A collection of 12 unique GIFs exploring time, transformation, and movement in different dimensions. 

ARTIST STATEMENT

“I have been thinking deeply about the evolution in medium in various artists’ careers: 

Jenny Holzer moving from text on paper to LED projections and digital scrolls. Andy Warhol’s Screen Tests. Cindy Sherman from photography to film. Gerhard Richter from painting on canvas to printing on glass. Barbara Kruger from graphic collage to video & sound installation. Robert Rauschenberg from collage to assemblage to collaborations with dancers and composers, performance. 

While the phase transition from one medium to another represents creative growth and obvious metaphors (icicles, boiling water & steam, caterpillars & butterflies, and so on), I began thinking specifically about the act of dissolving or deconstructing and re-forming into something new.  

I also had to think about time, as a still is just that: a frozen moment that often allows the viewer to project their own fantasy movement or subjective temporality onto it. A moving image has to deal with time in a more confrontational sense. 

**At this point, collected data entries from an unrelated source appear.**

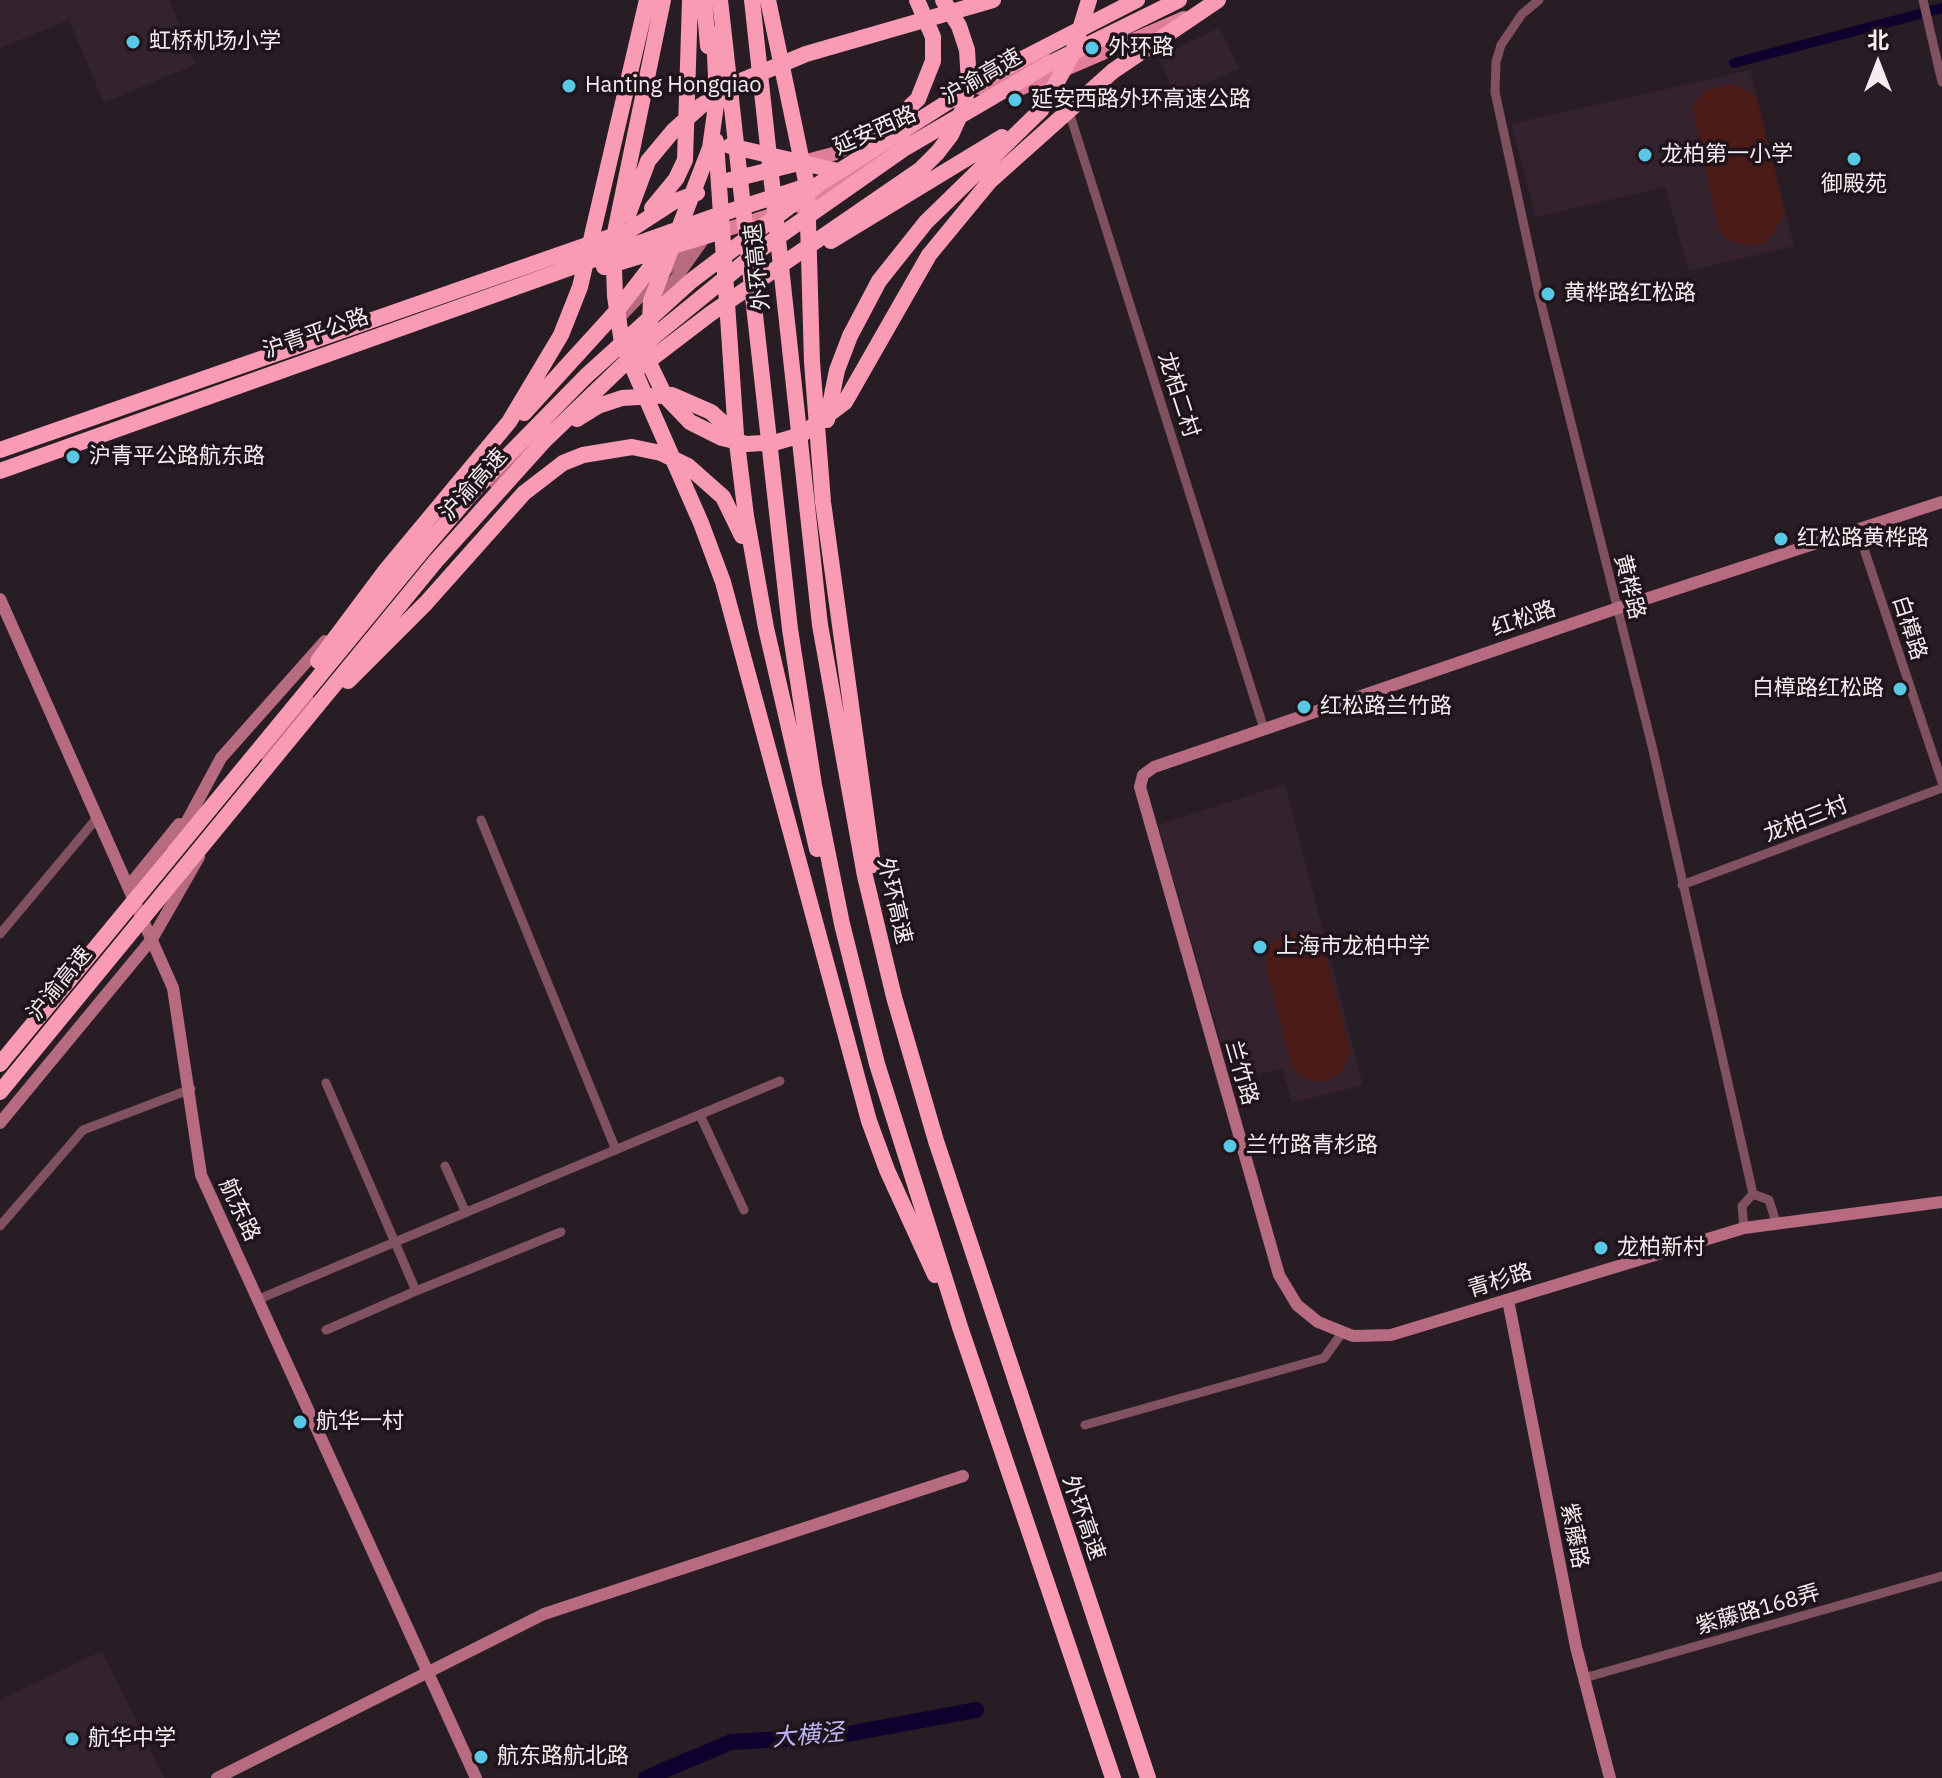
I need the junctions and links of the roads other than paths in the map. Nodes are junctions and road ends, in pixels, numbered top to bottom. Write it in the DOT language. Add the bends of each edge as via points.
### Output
graph roads {
  1 [pos="647,0"];
  2 [pos="663,0"];
  3 [pos="690,0"];
  4 [pos="704,0"];
  5 [pos="712,0"];
  6 [pos="720,0"];
  7 [pos="752,0"];
  8 [pos="768,0"];
  9 [pos="782,0"];
  10 [pos="917,0"];
  11 [pos="943,0"];
  12 [pos="993,0"];
  13 [pos="1089,0"];
  14 [pos="1137,0"];
  15 [pos="1173,0"];
  16 [pos="1179,0"];
  17 [pos="1218,0"];
  18 [pos="1225,0"];
  19 [pos="1539,0"];
  20 [pos="1923,0"];
  21 [pos="1057,73"];
  22 [pos="1942,82"];
  23 [pos="1050,96"];
  24 [pos="716,143"];
  25 [pos="891,148"];
  26 [pos="769,154"];
  27 [pos="803,162"];
  28 [pos="838,171"];
  29 [pos="719,185"];
  30 [pos="808,194"];
  31 [pos="721,214"];
  32 [pos="683,220"];
  33 [pos="722,231"];
  34 [pos="751,234"];
  35 [pos="701,237"];
  36 [pos="601,241"];
  37 [pos="547,275"];
  38 [pos="615,296"];
  39 [pos="710,314"];
  40 [pos="736,435"];
  41 [pos="545,440"];
  42 [pos="0,450"];
  43 [pos="482,457"];
  44 [pos="0,471"];
  45 [pos="823,502"];
  46 [pos="1942,502"];
  47 [pos="1858,531"];
  48 [pos="0,599"];
  49 [pos="1615,609"];
  50 [pos="381,619"];
  51 [pos="766,628"];
  52 [pos="1264,729"];
  53 [pos="295,732"];
  54 [pos="249,761"];
  55 [pos="1942,782"];
  56 [pos="1942,788"];
  57 [pos="1142,797"];
  58 [pos="191,809"];
  59 [pos="97,818"];
  60 [pos="481,820"];
  61 [pos="1682,885"];
  62 [pos="128,887"];
  63 [pos="136,904"];
  64 [pos="0,934"];
  65 [pos="152,939"];
  66 [pos="894,997"];
  67 [pos="0,1064"];
  68 [pos="877,1064"];
  69 [pos="0,1073"];
  70 [pos="780,1081"];
  71 [pos="326,1083"];
  72 [pos="191,1089"];
  73 [pos="0,1092"];
  74 [pos="700,1115"];
  75 [pos="0,1123"];
  76 [pos="616,1150"];
  77 [pos="445,1166"];
  78 [pos="1753,1194"];
  79 [pos="1942,1202"];
  80 [pos="744,1210"];
  81 [pos="466,1213"];
  82 [pos="1776,1222"];
  83 [pos="0,1226"];
  84 [pos="1744,1228"];
  85 [pos="561,1232"];
  86 [pos="395,1242"];
  87 [pos="416,1291"];
  88 [pos="259,1299"];
  89 [pos="1508,1300"];
  90 [pos="960,1327"];
  91 [pos="326,1330"];
  92 [pos="1342,1333"];
  93 [pos="1085,1425"];
  94 [pos="963,1476"];
  95 [pos="1942,1576"];
  96 [pos="426,1675"];
  97 [pos="1584,1678"];
  98 [pos="217,1778"];
  99 [pos="476,1778"];
  100 [pos="1112,1778"];
  101 [pos="1150,1778"];
  102 [pos="1610,1778"];
  1 -- 43 [label="highway" via="580,287 535,382"];
  2 -- 38 [label="highway" via="613,242"];
  3 -- 36 [label="highway, 沪青平公路" via="685,160 652,208"];
  4 -- 24 [label="highway"];
  5 -- 32 [label="highway" via="717,98 710,148"];
  6 -- 68 [label="highway, 外环高速" via="774,501 814,785"];
  7 -- 26 [label="highway, 外环高速"];
  8 -- 27 [label="highway"];
  9 -- 26 [label="highway" via="766,38"];
  10 -- 34 [label="highway" via="933,37 933,61 918,99"];
  11 -- 39 [label="highway" via="967,50 969,83 951,135 921,169"];
  12 -- 38 [label="highway" via="806,54 741,81 702,105 648,161 621,243"];
  13 -- 23 [label="highway" via="1081,33"];
  14 -- 34 [label="highway, 沪渝高速" via="987,77"];
  15 -- 27 [label="main road, 延安西路" via="833,154"];
  16 -- 41 [label="highway, 沪渝高速" via="996,93 829,199 701,296"];
  17 -- 32 [label="highway" via="1113,71 990,181 929,255 845,402 801,435 747,444 722,438 690,422 655,379 648,361 651,301"];
  18 -- 21 [label="main road, 延安西路"];
  19 -- 49 [label="street, 黄桦路" via="1501,45 1495,92"];
  20 -- 22 [label="street"];
  21 -- 25 [label="main road, 延安西路"];
  21 -- 52 [label="street, 龙柏二村"];
  23 -- 39 [label="highway" via="1010,132 959,165"];
  23 -- 45 [label="highway" via="926,222 879,281 850,336 830,400"];
  24 -- 27 [label="highway"];
  24 -- 29 [label="highway"];
  25 -- 28 [label="main road, 延安西路"];
  25 -- 30 [label="main road"];
  26 -- 66 [label="highway, 外环高速" via="804,499 839,746"];
  27 -- 28 [label="highway"];
  27 -- 29 [label="highway, 沪青平公路"];
  27 -- 30 [label="highway"];
  28 -- 30 [label="main road, 延安西路"];
  29 -- 31 [label="highway"];
  29 -- 36 [label="highway, 沪青平公路" via="673,202 647,222"];
  30 -- 31 [label="highway, 沪青平公路"];
  30 -- 33 [label="main road"];
  30 -- 45 [label="highway" via="812,362"];
  31 -- 33 [label="highway"];
  31 -- 35 [label="street"];
  31 -- 37 [label="highway, 沪青平公路" via="698,212 672,219 648,240"];
  32 -- 43 [label="highway" via="615,313"];
  33 -- 35 [label="highway"];
  33 -- 40 [label="highway"];
  34 -- 54 [label="highway, 沪渝高速" via="636,329 524,437"];
  35 -- 37 [label="highway" via="574,276"];
  35 -- 50 [label="street" via="638,330 515,460"];
  35 -- 58 [label="street" via="529,411 397,559 221,758"];
  36 -- 42 [label="highway, 沪青平公路"];
  37 -- 44 [label="highway, 沪青平公路"];
  38 -- 90 [label="highway" via="622,343 723,582 869,1121"];
  39 -- 41 [label="highway"];
  40 -- 50 [label="highway" via="711,412 672,395 647,394 598,406 564,430 412,603"];
  40 -- 51 [label="highway"];
  41 -- 53 [label="highway, 沪渝高速" via="436,561"];
  43 -- 54 [label="highway" via="386,570"];
  45 -- 66 [label="highway"];
  46 -- 47 [label="street, 红松路"];
  47 -- 49 [label="street, 红松路"];
  47 -- 55 [label="street, 白樟路"];
  48 -- 59 [label="street, 航东路"];
  49 -- 52 [label="street, 红松路"];
  49 -- 61 [label="street, 黄桦路"];
  50 -- 65 [label="street" via="280,737 209,835"];
  51 -- 53 [label="highway" via="748,554 723,497 688,466 661,453 632,447 583,455 544,476 395,636"];
  51 -- 68 [label="highway" via="836,926"];
  52 -- 57 [label="street, 红松路" via="1149,769 1141,782"];
  53 -- 73 [label="highway, 沪渝高速"];
  54 -- 67 [label="highway, 沪渝高速"];
  56 -- 61 [label="street, 龙柏三村"];
  57 -- 92 [label="street, 兰竹路" via="1279,1275 1303,1311"];
  58 -- 62 [label="street"];
  58 -- 63 [label="street" via="162,871"];
  59 -- 62 [label="street, 航东路"];
  59 -- 64 [label="street"];
  60 -- 76 [label="street"];
  61 -- 78 [label="street, 黄桦路"];
  62 -- 63 [label="street, 航东路"];
  63 -- 65 [label="street, 航东路"];
  63 -- 69 [label="street"];
  65 -- 72 [label="street, 航东路" via="173,988"];
  65 -- 75 [label="street"];
  66 -- 101 [label="highway, 外环高速" via="992,1317"];
  68 -- 90 [label="highway, 外环高速"];
  70 -- 74 [label="street"];
  71 -- 86 [label="street"];
  72 -- 83 [label="street" via="83,1130"];
  72 -- 88 [label="street, 航东路" via="201,1175"];
  74 -- 76 [label="street"];
  74 -- 80 [label="street"];
  76 -- 81 [label="street"];
  77 -- 81 [label="street"];
  78 -- 82 [label="street, 黄桦路" via="1769,1200"];
  78 -- 84 [label="street, 黄桦路" via="1742,1206"];
  79 -- 82 [label="street, 青杉路"];
  81 -- 86 [label="street"];
  82 -- 84 [label="street, 青杉路"];
  84 -- 89 [label="street, 青杉路"];
  85 -- 87 [label="street"];
  86 -- 87 [label="street"];
  86 -- 88 [label="street"];
  87 -- 91 [label="street"];
  88 -- 96 [label="street, 航东路"];
  89 -- 92 [label="street, 青杉路" via="1391,1335"];
  89 -- 97 [label="street, 紫藤路"];
  90 -- 100 [label="highway, 外环高速"];
  92 -- 93 [label="street" via="1324,1358"];
  94 -- 96 [label="street" via="544,1614"];
  95 -- 97 [label="street, 紫藤路168弄"];
  96 -- 98 [label="street"];
  96 -- 99 [label="street, 航东路"];
  97 -- 102 [label="street, 紫藤路"];
}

The medium of the GIF, more specifically the seamless loop, is somewhere in between a frozen moment and linear time. It is the eternal return, and thus relates more to the infinite: to meditation, trance and the ouroboric nature of reality, life cycles. 

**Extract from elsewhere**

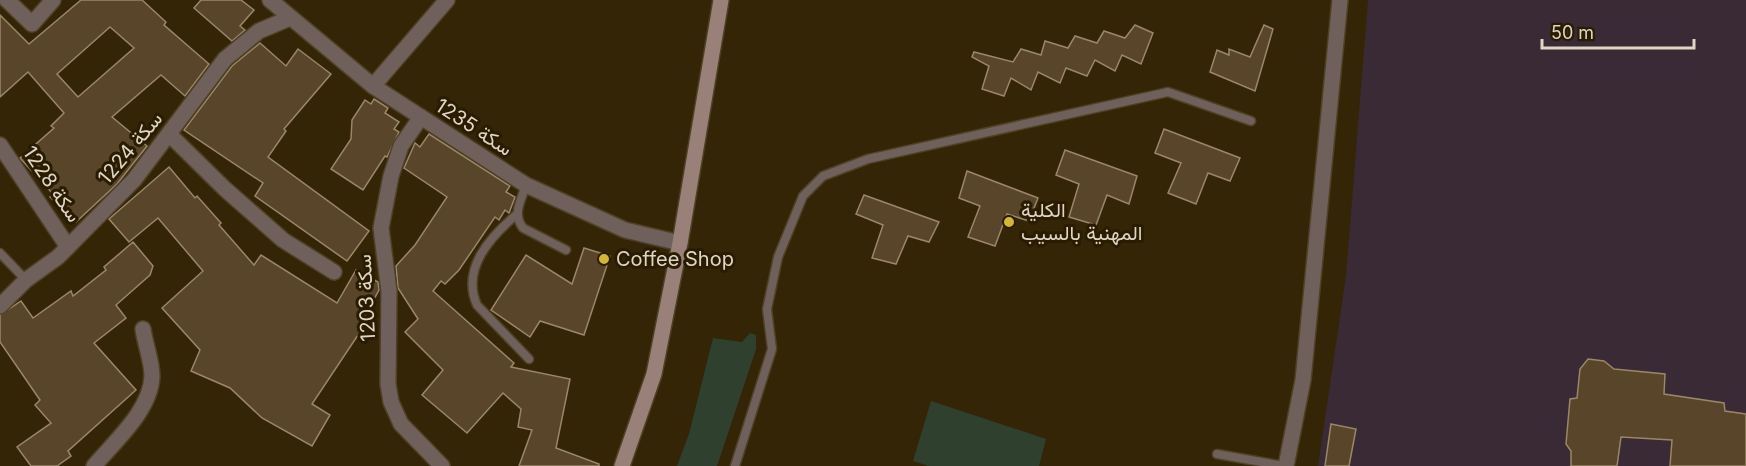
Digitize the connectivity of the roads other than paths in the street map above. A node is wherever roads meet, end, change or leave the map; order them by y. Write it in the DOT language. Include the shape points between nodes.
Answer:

Where narrative time moves forward (past → future), a loop folds time back on itself.  What results is a new kind of experience: duration without progression.  That difference—time that doesn’t lead anywhere— is why the loop relates more to a painting or dance than it does to a movie.  The loop offers radical reprieve for a world obsessed with never-ending novelty, seemingly incapable of movement without the guise of progress attached.”

PROCESS

Each of these works began as a hyper-layered collage, which I then fed into AI & prompted to produce dozens of variations of video direct from the collage source. Those outputs were brought into Premiere & After Effects to create new hybrid video files and then finally imported back into Photoshop as individual frames, retouched, and edited down to their final looping form.